Activity: Restate the data exactly as given and keep the pictures out.

Entries provided:
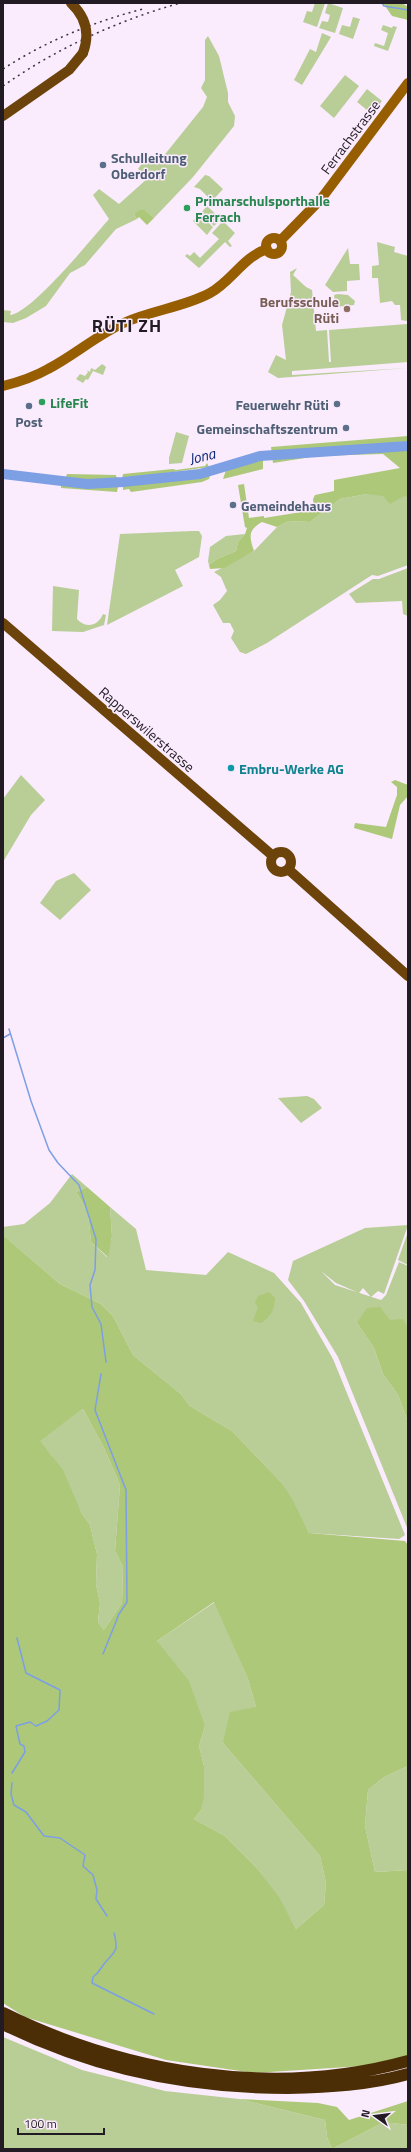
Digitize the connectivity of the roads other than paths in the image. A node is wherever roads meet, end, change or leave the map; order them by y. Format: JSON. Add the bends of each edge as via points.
{"nodes":[{"id":1,"x":71,"y":3,"type":"edge"},
{"id":2,"x":408,"y":83,"type":"edge"},
{"id":3,"x":3,"y":116,"type":"edge"},
{"id":4,"x":3,"y":386,"type":"edge"},
{"id":5,"x":3,"y":623,"type":"edge"},
{"id":6,"x":274,"y":856,"type":"junction"},
{"id":7,"x":288,"y":869,"type":"junction"},
{"id":8,"x":408,"y":976,"type":"edge"},
{"id":9,"x":3,"y":2013,"type":"edge"},
{"id":10,"x":3,"y":2024,"type":"edge"},
{"id":11,"x":408,"y":2061,"type":"edge"},
{"id":12,"x":408,"y":2074,"type":"edge"}],
"edges":[{"from":1,"to":3,"type":"main road","bridge":true,"via":[[81,14],[86,26],[87,42],[83,53],[69,70]]},
{"from":2,"to":4,"type":"main road","name":"Ferrachstrasse","via":[[321,199],[280,241],[270,239],[267,242],[267,249],[251,257],[210,293],[194,301],[127,322],[48,369],[28,379]]},
{"from":5,"to":6,"type":"main road","name":"Rapperswilerstrasse"},
{"from":6,"to":7,"type":"main road","via":[[271,862],[274,868],[281,871]]},
{"from":6,"to":7,"type":"main road","via":[[280,852],[288,854],[291,862]]},
{"from":7,"to":8,"type":"main road"},
{"from":9,"to":11,"type":"highway","via":[[51,2035],[98,2052],[190,2072],[252,2078],[305,2077],[367,2071]]},
{"from":10,"to":12,"type":"highway","via":[[55,2047],[98,2062],[192,2082],[251,2087],[321,2087]]}]}
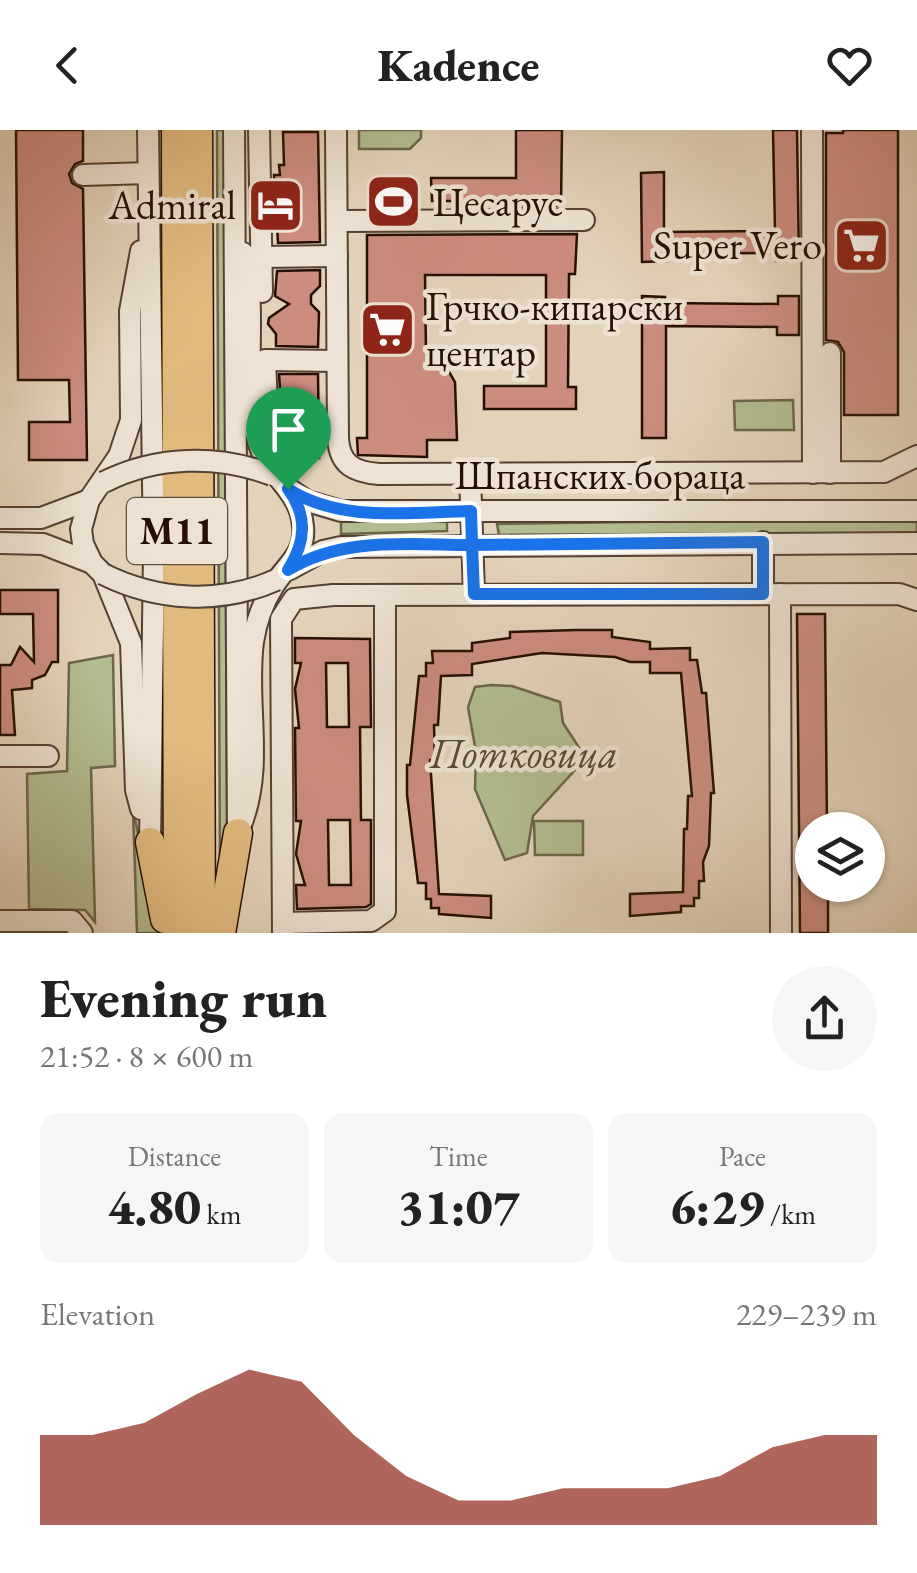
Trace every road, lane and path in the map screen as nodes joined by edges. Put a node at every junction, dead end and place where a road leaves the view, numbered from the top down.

Result of this task:
Digitize the connectivity of the roads other than paths in the image. A node is wherever roads meet, end, change or leave the map; order them by y. Format: JSON. Add the bends of each edge as via points.
{"nodes":[{"id":1,"x":71,"y":3,"type":"edge"},
{"id":2,"x":408,"y":83,"type":"edge"},
{"id":3,"x":3,"y":116,"type":"edge"},
{"id":4,"x":3,"y":386,"type":"edge"},
{"id":5,"x":3,"y":623,"type":"edge"},
{"id":6,"x":274,"y":856,"type":"junction"},
{"id":7,"x":288,"y":869,"type":"junction"},
{"id":8,"x":408,"y":976,"type":"edge"},
{"id":9,"x":3,"y":2013,"type":"edge"},
{"id":10,"x":3,"y":2024,"type":"edge"},
{"id":11,"x":408,"y":2061,"type":"edge"},
{"id":12,"x":408,"y":2074,"type":"edge"}],
"edges":[{"from":1,"to":3,"type":"main road","bridge":true,"via":[[81,14],[86,26],[87,42],[83,53],[69,70]]},
{"from":2,"to":4,"type":"main road","name":"Ferrachstrasse","via":[[321,199],[280,241],[270,239],[267,242],[267,249],[251,257],[210,293],[194,301],[127,322],[48,369],[28,379]]},
{"from":5,"to":6,"type":"main road","name":"Rapperswilerstrasse"},
{"from":6,"to":7,"type":"main road","via":[[271,862],[274,868],[281,871]]},
{"from":6,"to":7,"type":"main road","via":[[280,852],[288,854],[291,862]]},
{"from":7,"to":8,"type":"main road"},
{"from":9,"to":11,"type":"highway","via":[[51,2035],[98,2052],[190,2072],[252,2078],[305,2077],[367,2071]]},
{"from":10,"to":12,"type":"highway","via":[[55,2047],[98,2062],[192,2082],[251,2087],[321,2087]]}]}
Trace every road, lane and path in the map screen as nodes joined by edges. Put a node at every junction, dead end and place where a road leaves the view, numbered from the top down.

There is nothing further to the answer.